→ WHAT YOU SHOULD DO
Only the text of the entries below should be returned, exactly as given, without pictures.

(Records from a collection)
▼
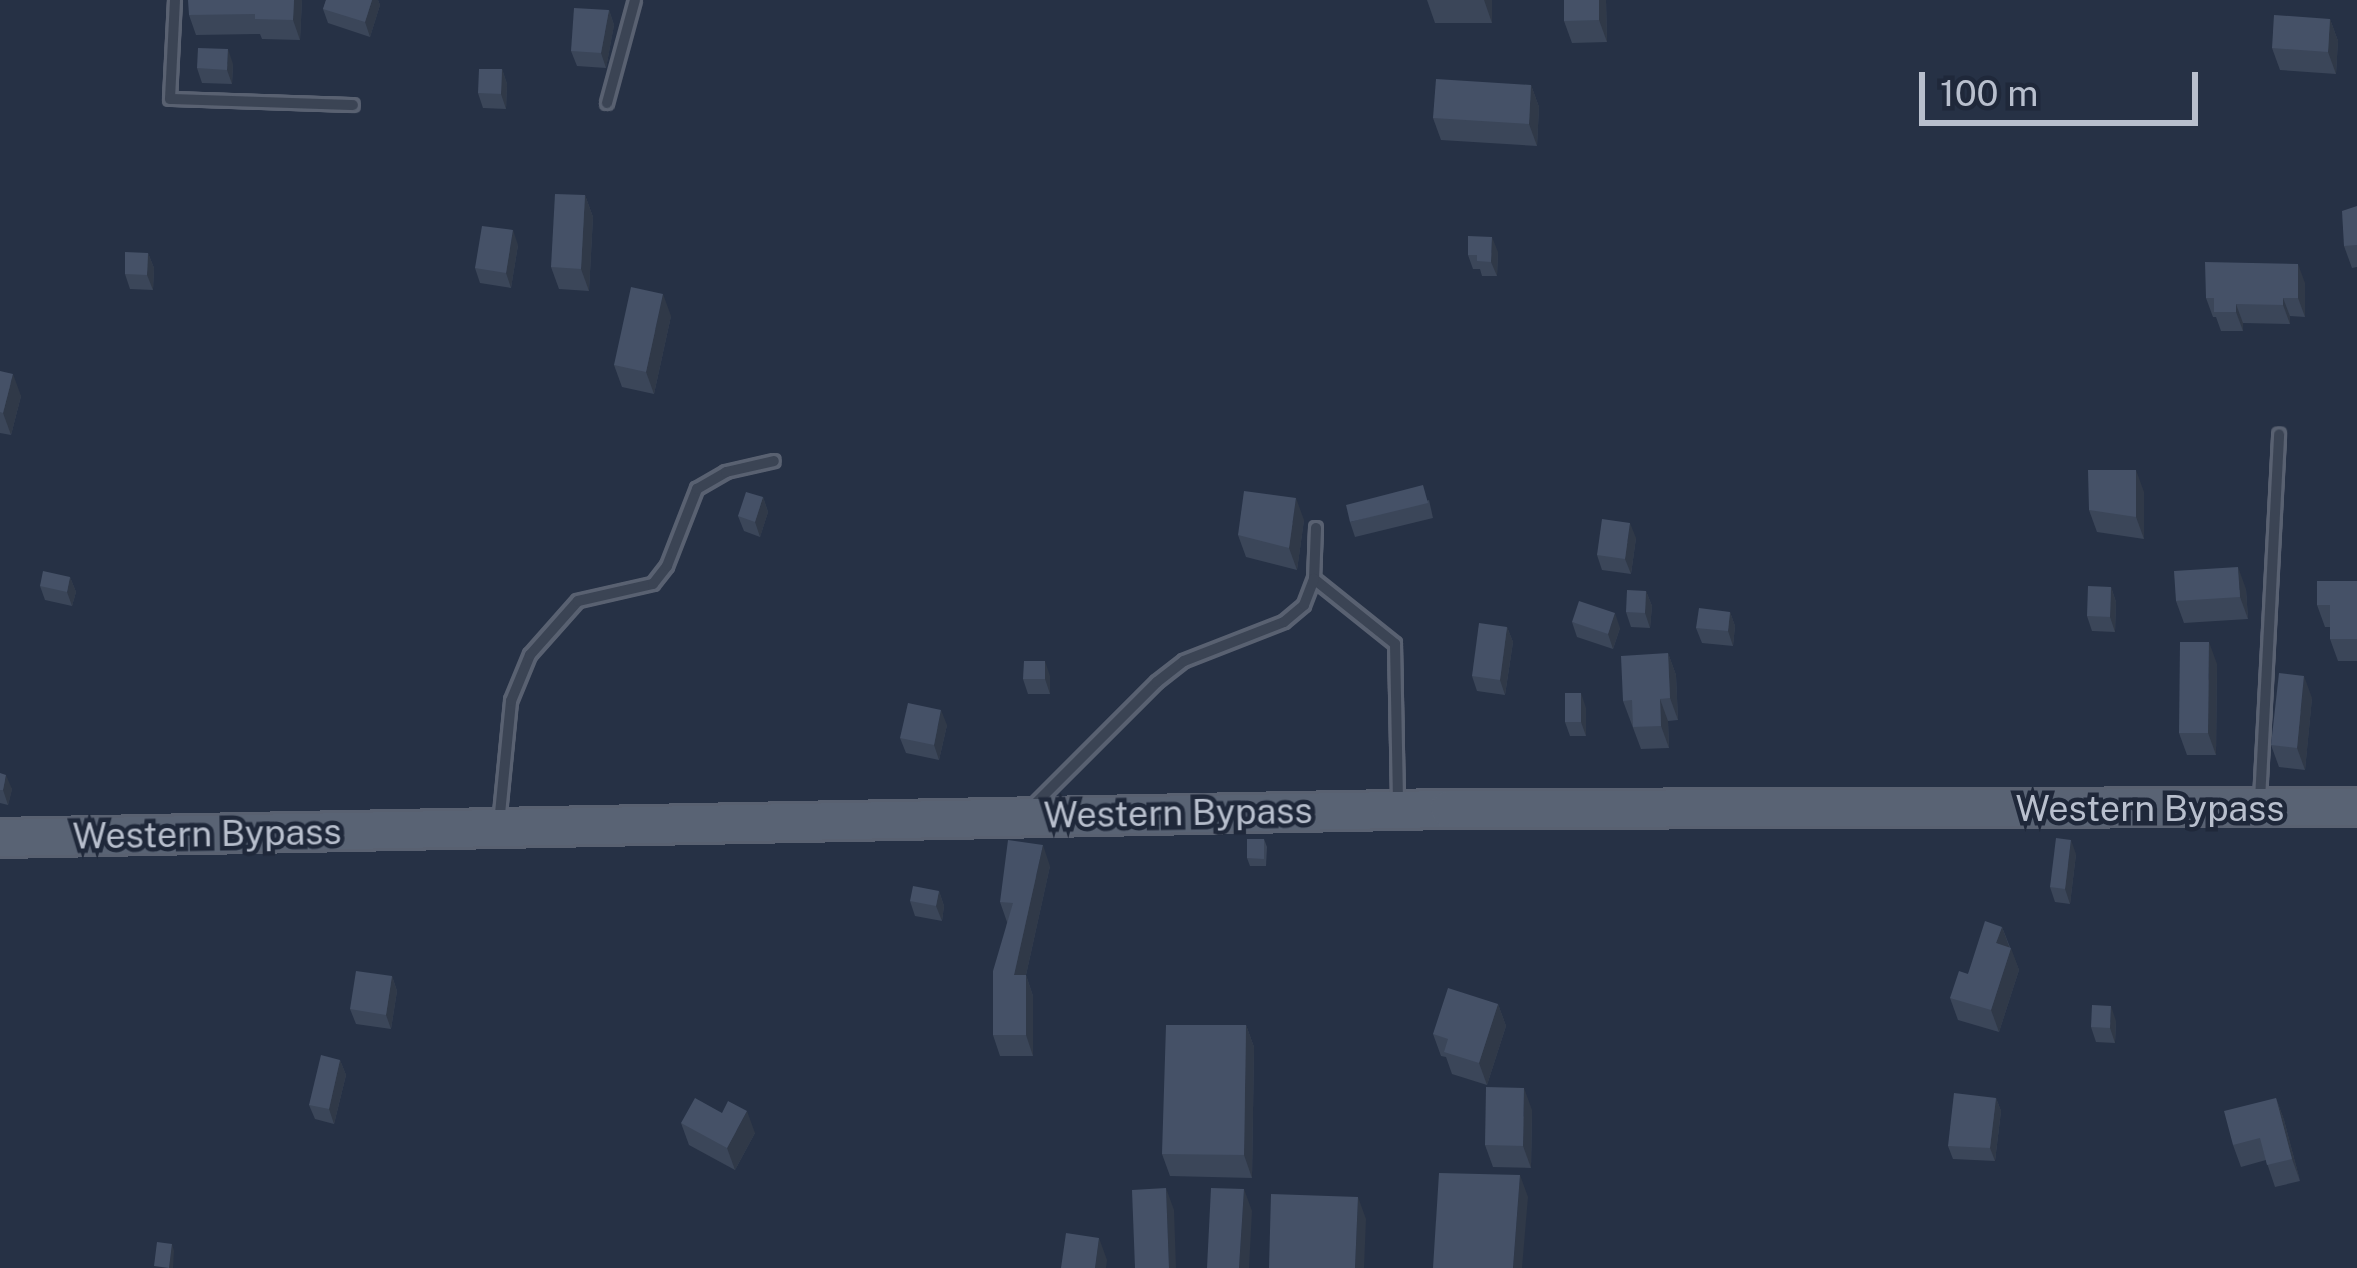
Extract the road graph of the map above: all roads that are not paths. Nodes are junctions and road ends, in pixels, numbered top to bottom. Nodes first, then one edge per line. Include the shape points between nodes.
1 (176, 0) edge
2 (635, 0) edge
3 (607, 103) dead end
4 (353, 105) dead end
5 (2279, 434) dead end
6 (774, 461) dead end
7 (1316, 527) dead end
8 (1314, 579) junction
9 (2357, 807) edge
10 (1398, 810) junction
11 (2260, 810) junction
12 (1024, 815) junction
13 (499, 827) junction
14 (0, 838) edge

1 - 4 lane via 170,100
2 - 3 lane
5 - 11 lane
6 - 13 lane via 726,472 697,489 668,566 653,584 578,601 530,655 511,701
7 - 8 lane
8 - 10 lane via 1395,644
8 - 12 lane via 1304,605 1284,622 1184,661 1157,682
9 - 11 main road, Western Bypass
10 - 11 main road, Western Bypass
10 - 12 main road, Western Bypass
12 - 13 main road, Western Bypass
13 - 14 main road, Western Bypass

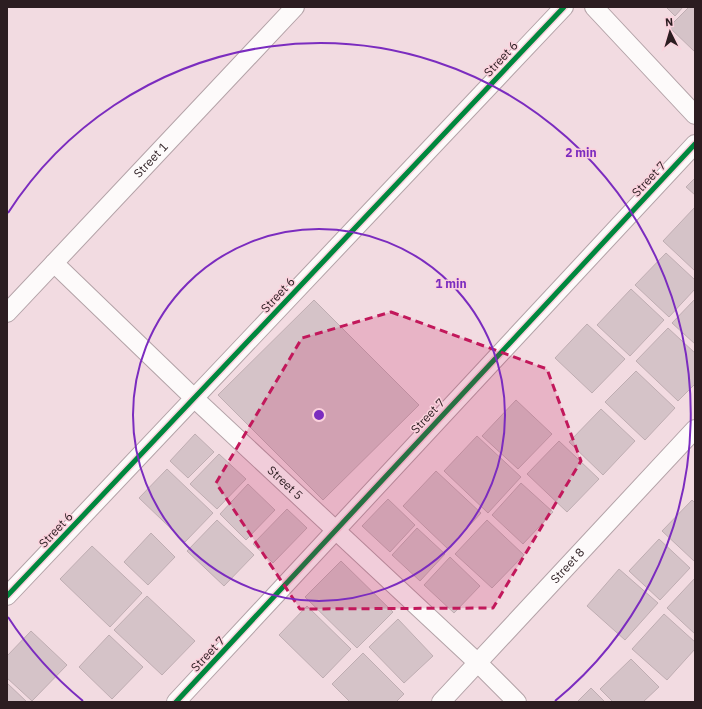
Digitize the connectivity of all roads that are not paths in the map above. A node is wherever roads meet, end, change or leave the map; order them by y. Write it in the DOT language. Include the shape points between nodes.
▲
→ WRITTEN ANSWER
Extract the road graph of the map above: all roads that are not paths. Nodes are junctions and road ends, in pixels, numbered top to bottom. Nodes first, then one edge per line. Include the shape points between nodes.
1 (176, 0) edge
2 (635, 0) edge
3 (607, 103) dead end
4 (353, 105) dead end
5 (2279, 434) dead end
6 (774, 461) dead end
7 (1316, 527) dead end
8 (1314, 579) junction
9 (2357, 807) edge
10 (1398, 810) junction
11 (2260, 810) junction
12 (1024, 815) junction
13 (499, 827) junction
14 (0, 838) edge

1 - 4 lane via 170,100
2 - 3 lane
5 - 11 lane
6 - 13 lane via 726,472 697,489 668,566 653,584 578,601 530,655 511,701
7 - 8 lane
8 - 10 lane via 1395,644
8 - 12 lane via 1304,605 1284,622 1184,661 1157,682
9 - 11 main road, Western Bypass
10 - 11 main road, Western Bypass
10 - 12 main road, Western Bypass
12 - 13 main road, Western Bypass
13 - 14 main road, Western Bypass

Digitize the connectivity of all roads that are not paths in the map above. A node is wherever roads meet, end, change or leave the map; order them by y. Write it in the DOT language. Include the shape points between nodes.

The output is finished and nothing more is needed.